On dit en fait d'arts, heureux génie, et jamais malheureux génie ; la raison en est palpable, c'est que celui qui ne réussit pas, manque de génie absolument.

Le génie est seulement plus ou moins heureux ; celui de Virgile fut plus heureux dans l'épisode de Didon, que dans la fable de Lavinie ; dans la description de la prise de Troie, que dans la guerre de Turnus ; Homère est plus heureux dans l'invention de la ceinture de Vénus, que dans celle des vents enfermés dans une outre.

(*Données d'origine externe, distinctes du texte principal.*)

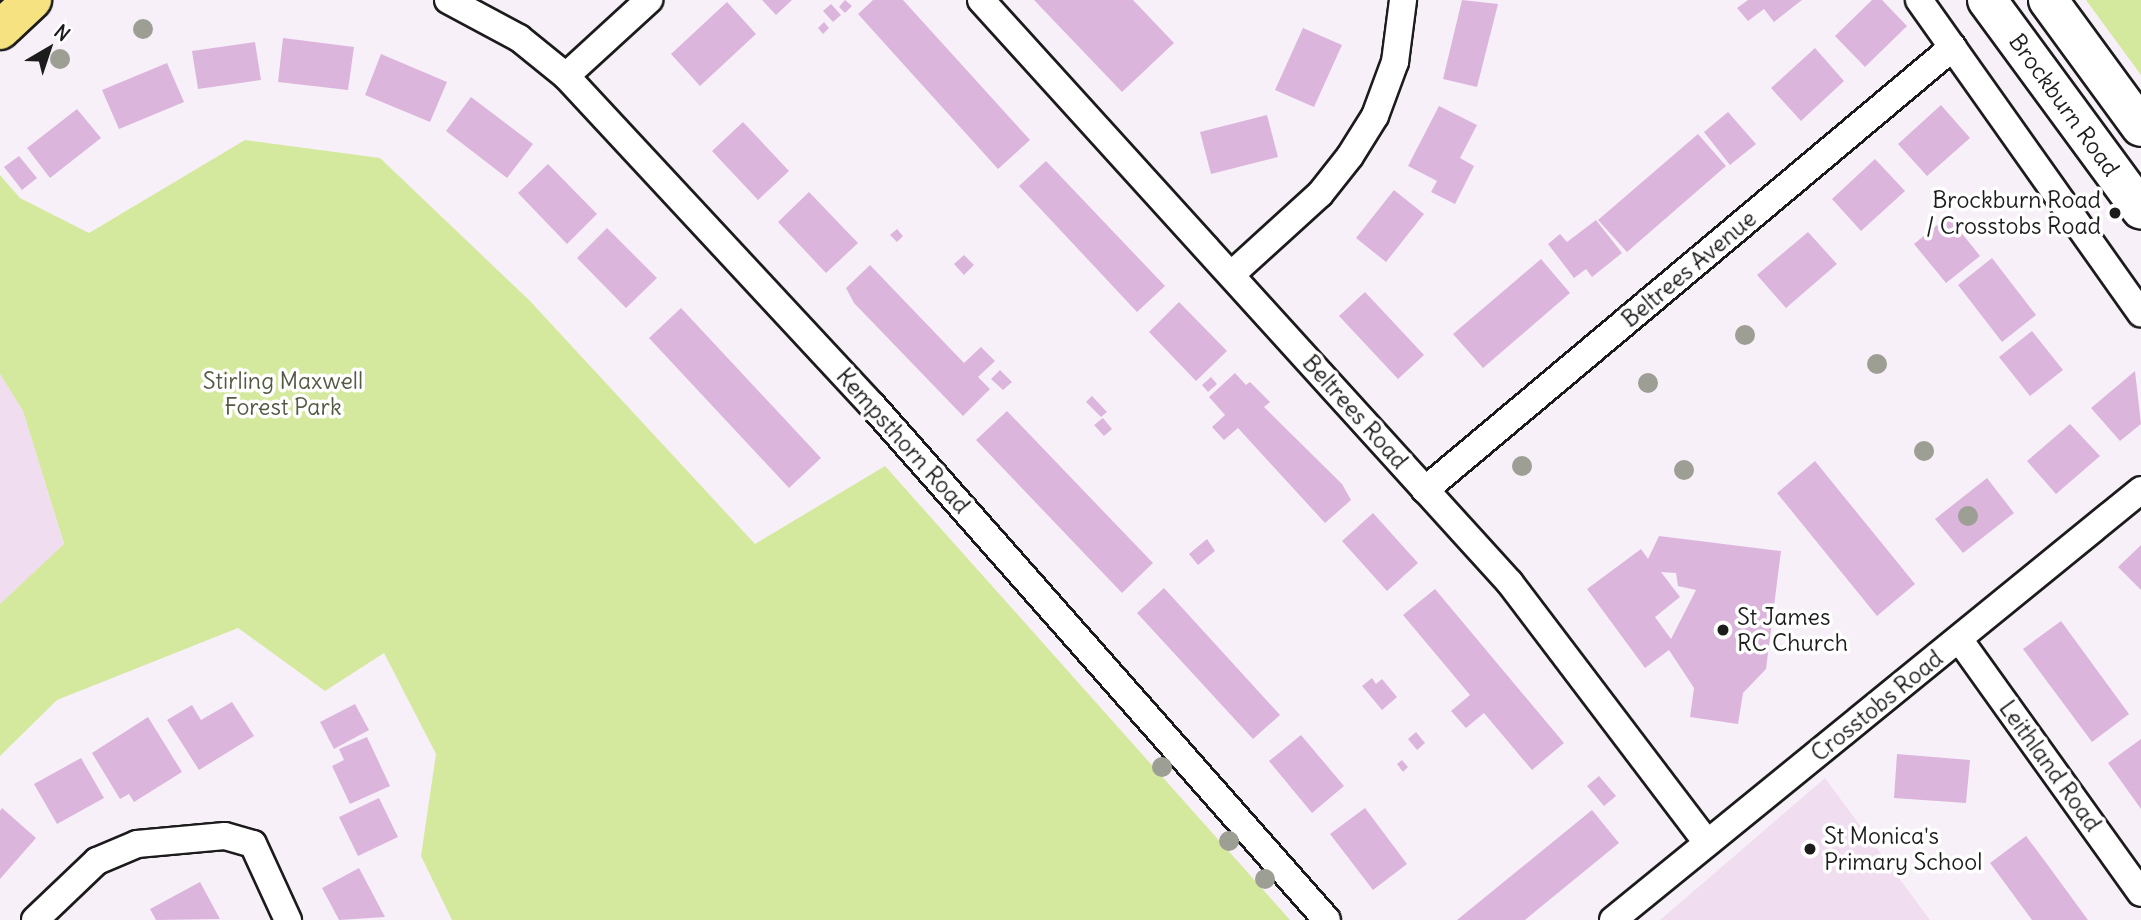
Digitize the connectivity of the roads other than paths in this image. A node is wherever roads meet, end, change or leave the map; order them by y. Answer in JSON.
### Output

On dit invention heureuse ou malheureuse ; mais c'est au moral, c'est en considérant les maux qu'une invention produit : la malheureuse invention de la poudre ; l'heureuse invention de la boussole, de l'astrolabe, du compas de proportion, etc.

Le cardinal Mazarin demandait un général houroux, heureux ; il entendait ou devait entendre un général habile ; car lorsqu'on a eu des succès réitérés, habileté et bonheur sont d'ordinaire synonymes.

Quand on dit heureux scélérat, on n'entend par ce mot que ses succès, felix Sylla, heureux Sylla ; un Alexandre VI, un duc de Borgia, ont heureusement pillé, trahi, empoisonné, ravagé, égorgé ; il y a grande apparence qu'ils étaient très-malheureux quand même ils n'auraient pas craint leurs semblables.

Il se pourrait qu'un scélérat mal élevé, un grand-turc, par exemple, à qui on aurait dit qu'il lui est permis de manquer de foi aux Chrétiens, de faire serrer d'un cordon de soie le cou de ses visirs quand ils sont riches, de jeter dans le canal de la mer noire ses freres étranglés ou massacrés, et de ravager cent lieues de pays pour sa gloire ; il se pourrait, dis-je, à toute force, que cet homme n'eut pas plus de remords que son mufti, et fût très-heureux. C'est sur quoi le lecteur peut encore penser beaucoup ; tout ce qu'on peut dire ici, c'est qu'il est à désirer que ce sultan soit le plus malheureux des hommes.

Ce qu'on a peut-être écrit de mieux sur le moyen d'être heureux, est le livre de Séneque, de vita beata ; mais ce livre n'a rendu heureux ni son auteur, ni ses lecteurs. Voyez d'ailleurs, si vous voulez, les articles BIEN, et BIENHEUREUX de ce Dictionnaire.

Il y avait autrefois des planètes heureuses, d'autres malheureuses ; heureusement il n'y en a plus.

On a voulu priver le public de ce Dictionnaire utile, heureusement on n'y a pas réussi.

Des âmes de boue, des fanatiques absurdes, préviennent tous les jours les puissants, les ignorants, contre les Philosophes ; si malheureusement on les écoutait, nous retomberions dans la barbarie dont les seuls Philosophes nous ont tirés. Cet article est de M. DE VOLTAIRE.